Scientific organisation in Novosibirsk, Russia

Siberian Scientific Research Institute of Metrology is a scientific organization in Zheleznodorozhny District of Novosibirsk, Russia. It was created in 1944.

==History==
The institute was created in 1944 on the basis of evacuated laboratories of the Kharkov, Leningrad and Moscow institutes of metrology. The organization was called the Novosibirsk State Institute of Measures and Measuring Instruments. In 1955, a metrological base was created at the institute, which became the second metrological base of the USSR. In 1968, Novosibirsk State Institute of Measures and Measuring Instruments was renamed Siberian Scientific Research Institute of Metrology.

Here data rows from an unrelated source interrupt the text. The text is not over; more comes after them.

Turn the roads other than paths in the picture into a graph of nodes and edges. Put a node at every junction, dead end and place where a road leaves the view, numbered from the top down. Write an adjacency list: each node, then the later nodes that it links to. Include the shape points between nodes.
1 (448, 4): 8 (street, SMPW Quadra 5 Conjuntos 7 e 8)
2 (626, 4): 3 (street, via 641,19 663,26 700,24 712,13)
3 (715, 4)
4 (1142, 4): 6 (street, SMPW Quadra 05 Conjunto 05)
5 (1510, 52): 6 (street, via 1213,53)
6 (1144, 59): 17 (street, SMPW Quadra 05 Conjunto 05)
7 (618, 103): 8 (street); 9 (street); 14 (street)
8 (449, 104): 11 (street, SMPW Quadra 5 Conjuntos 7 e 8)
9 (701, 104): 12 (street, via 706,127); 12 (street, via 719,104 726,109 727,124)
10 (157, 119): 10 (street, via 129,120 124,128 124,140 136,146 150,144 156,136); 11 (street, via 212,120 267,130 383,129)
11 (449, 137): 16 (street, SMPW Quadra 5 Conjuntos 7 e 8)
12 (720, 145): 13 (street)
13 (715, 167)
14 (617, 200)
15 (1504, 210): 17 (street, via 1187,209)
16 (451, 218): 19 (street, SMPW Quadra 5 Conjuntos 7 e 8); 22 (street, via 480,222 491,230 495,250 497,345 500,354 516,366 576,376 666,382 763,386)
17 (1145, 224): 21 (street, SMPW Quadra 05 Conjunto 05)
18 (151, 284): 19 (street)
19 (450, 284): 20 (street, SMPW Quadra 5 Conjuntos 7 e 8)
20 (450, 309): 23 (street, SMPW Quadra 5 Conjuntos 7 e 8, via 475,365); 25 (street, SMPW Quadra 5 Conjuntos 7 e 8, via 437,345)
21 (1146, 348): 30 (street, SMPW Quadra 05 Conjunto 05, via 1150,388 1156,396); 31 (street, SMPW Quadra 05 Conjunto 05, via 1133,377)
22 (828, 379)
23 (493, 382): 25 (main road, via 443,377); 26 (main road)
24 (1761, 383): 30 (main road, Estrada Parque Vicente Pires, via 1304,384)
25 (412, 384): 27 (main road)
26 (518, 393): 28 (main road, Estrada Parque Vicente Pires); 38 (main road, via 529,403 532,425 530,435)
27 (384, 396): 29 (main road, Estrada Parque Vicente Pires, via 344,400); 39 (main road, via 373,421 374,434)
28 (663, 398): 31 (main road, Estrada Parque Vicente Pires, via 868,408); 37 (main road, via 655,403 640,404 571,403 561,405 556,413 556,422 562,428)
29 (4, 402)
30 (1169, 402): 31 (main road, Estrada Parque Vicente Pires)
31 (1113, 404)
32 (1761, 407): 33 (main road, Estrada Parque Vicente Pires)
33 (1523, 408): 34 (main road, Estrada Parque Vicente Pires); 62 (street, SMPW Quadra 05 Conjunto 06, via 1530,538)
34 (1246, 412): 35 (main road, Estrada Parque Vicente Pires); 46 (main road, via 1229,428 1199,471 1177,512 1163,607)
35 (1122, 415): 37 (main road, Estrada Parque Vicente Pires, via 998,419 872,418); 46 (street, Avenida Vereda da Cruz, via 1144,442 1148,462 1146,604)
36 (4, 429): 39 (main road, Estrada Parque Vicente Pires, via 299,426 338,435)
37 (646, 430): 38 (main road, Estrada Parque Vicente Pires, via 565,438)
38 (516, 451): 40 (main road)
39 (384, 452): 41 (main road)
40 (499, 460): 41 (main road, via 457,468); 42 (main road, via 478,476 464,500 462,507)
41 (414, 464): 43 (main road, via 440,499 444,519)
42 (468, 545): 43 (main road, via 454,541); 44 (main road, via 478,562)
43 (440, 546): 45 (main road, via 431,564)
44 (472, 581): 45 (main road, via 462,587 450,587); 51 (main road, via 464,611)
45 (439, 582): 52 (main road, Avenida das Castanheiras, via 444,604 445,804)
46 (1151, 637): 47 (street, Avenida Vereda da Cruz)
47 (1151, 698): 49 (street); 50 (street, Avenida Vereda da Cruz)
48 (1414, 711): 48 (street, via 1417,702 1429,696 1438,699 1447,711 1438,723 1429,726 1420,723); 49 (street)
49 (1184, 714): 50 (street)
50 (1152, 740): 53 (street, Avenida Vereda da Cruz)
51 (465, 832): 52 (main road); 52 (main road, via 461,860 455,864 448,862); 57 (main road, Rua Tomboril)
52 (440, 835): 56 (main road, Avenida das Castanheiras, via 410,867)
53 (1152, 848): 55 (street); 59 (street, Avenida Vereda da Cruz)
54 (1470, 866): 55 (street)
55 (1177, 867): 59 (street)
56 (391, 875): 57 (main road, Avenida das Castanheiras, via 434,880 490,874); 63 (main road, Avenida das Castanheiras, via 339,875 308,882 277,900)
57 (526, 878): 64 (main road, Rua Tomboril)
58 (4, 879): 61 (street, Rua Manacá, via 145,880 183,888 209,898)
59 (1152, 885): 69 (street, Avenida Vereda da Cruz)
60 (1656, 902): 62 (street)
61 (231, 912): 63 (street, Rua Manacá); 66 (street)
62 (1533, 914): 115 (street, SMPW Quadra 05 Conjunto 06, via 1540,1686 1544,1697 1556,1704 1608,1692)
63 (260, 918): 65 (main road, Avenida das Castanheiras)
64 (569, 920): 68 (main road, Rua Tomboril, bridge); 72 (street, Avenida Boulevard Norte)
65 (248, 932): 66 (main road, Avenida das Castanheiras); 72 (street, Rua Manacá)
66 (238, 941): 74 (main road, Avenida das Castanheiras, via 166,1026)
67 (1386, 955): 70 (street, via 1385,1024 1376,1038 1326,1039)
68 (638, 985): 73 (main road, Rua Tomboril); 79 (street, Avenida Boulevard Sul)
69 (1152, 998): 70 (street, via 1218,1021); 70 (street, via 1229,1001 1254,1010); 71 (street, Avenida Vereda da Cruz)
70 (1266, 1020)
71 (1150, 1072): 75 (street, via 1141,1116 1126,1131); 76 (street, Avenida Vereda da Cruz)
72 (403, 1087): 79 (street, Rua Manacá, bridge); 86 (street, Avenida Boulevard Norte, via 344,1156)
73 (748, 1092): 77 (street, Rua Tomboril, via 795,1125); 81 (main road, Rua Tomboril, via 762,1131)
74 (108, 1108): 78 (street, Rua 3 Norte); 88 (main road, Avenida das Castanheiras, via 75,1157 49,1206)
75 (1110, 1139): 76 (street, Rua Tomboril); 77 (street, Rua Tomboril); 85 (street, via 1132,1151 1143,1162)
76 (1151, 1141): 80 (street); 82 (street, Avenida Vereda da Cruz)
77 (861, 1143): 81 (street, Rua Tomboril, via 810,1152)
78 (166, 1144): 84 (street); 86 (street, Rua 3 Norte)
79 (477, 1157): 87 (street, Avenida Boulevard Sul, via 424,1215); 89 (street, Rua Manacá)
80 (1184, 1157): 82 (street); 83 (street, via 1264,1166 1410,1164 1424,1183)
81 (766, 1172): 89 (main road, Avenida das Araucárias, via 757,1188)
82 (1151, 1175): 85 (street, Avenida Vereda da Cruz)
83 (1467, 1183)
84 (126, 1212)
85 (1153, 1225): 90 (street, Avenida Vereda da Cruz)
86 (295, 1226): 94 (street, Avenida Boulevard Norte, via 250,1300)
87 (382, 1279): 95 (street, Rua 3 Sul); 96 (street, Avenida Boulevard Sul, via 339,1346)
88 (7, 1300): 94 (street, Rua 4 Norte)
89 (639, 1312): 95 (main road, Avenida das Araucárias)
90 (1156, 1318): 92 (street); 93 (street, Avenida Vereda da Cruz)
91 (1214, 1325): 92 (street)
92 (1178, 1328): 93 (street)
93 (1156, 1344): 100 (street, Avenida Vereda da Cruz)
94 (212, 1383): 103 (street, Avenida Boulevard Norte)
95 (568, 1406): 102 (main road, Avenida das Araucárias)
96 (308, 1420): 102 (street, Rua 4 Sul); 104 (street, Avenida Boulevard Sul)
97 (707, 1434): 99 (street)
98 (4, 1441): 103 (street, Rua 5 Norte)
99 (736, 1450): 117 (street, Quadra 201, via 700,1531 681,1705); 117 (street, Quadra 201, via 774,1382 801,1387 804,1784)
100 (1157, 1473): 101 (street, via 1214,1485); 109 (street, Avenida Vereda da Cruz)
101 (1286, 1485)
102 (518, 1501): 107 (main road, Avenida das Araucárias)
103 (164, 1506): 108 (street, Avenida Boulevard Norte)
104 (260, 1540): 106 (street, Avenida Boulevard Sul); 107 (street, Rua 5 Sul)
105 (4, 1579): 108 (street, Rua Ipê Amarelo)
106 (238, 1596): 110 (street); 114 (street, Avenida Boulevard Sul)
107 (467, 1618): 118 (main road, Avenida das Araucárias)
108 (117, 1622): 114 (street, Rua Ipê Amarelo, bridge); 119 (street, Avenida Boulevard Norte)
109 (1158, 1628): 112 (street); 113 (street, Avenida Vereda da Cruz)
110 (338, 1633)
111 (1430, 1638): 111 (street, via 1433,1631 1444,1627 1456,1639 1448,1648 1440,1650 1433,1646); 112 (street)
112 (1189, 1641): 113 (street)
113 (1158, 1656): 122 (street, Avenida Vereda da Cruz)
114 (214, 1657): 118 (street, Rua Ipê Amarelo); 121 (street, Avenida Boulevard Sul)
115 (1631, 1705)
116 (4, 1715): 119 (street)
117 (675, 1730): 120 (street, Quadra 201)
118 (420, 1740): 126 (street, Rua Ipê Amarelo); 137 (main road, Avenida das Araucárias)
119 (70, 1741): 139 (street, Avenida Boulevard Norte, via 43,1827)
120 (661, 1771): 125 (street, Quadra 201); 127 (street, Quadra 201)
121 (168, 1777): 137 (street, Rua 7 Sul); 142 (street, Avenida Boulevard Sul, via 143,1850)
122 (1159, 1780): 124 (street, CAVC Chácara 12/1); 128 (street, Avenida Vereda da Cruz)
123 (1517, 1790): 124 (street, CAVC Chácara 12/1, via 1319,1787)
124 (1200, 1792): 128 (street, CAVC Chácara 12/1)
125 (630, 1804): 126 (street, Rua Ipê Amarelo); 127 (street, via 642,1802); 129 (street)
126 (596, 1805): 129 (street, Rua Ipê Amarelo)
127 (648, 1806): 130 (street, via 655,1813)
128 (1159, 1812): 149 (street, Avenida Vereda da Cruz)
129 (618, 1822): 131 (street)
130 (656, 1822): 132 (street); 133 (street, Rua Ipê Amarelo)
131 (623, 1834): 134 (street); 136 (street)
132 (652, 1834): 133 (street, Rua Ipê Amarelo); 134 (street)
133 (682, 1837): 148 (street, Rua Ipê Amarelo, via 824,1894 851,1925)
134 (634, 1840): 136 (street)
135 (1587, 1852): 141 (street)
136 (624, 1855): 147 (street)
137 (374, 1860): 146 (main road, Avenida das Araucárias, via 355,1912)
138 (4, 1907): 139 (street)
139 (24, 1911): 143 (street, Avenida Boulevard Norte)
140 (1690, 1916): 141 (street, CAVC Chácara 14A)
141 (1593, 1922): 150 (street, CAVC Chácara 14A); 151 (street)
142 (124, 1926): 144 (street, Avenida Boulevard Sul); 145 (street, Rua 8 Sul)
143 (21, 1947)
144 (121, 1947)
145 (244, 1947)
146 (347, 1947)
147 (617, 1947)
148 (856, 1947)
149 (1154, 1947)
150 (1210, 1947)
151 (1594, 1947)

In 1993, the institute received the status of the State Scientific Metrological Center. In 2008, SNIIM creates the State primary standard for the unit of surface density of heat flux (GET 172–2008). In 2013, the Institute develops the State primary standard for the unit of angle of phase shift between two electrical signals in the frequency range from 0.1 MHz to 65 GHz (GET 207–2013).

==Activities==
The institute creates, investigates and improves state primary standards, explores new physical effects. SNIIM improves measuring methods, sets the values of fundamental physical constants, it is engaged in determining the parameters of the Earth's rotation etc.

== Products ==
SNIIM produces various measuring instruments: UKDP-1 (installation for measuring the complex dielectric constant), SIM-4 analyzer (device for measuring the mass fraction of water as a percentage in oil products), IMV (device for measuring the magnetic susceptibility of dia-, para-, and weakly magnetic substances and materials in solid, liquid, and powder states) etc.

==Standards==
===Primary standards===
- State primary standard of unit of electric capacity (ГЭТ 107–77)
- State primary standard for the unit of surface density of heat flux (ГЭТ 172–2008)
- State primary standard of units of relatives of dielectric and magnetic permeabilities in the frequency range from 1 MHz to 18 GHz (ГЭТ 174–2009)
- State primary standard of a unit of wave resistance in coaxial waveguides (ГЭТ 75–2011)
- State primary standard of the electric Q factor (ГЭТ 139–2013)
- State primary standard for the unit of angle of phase shift between two electrical signals in the frequency range from 0.1 MHz to 65 GHz (ГЭТ 207–2013)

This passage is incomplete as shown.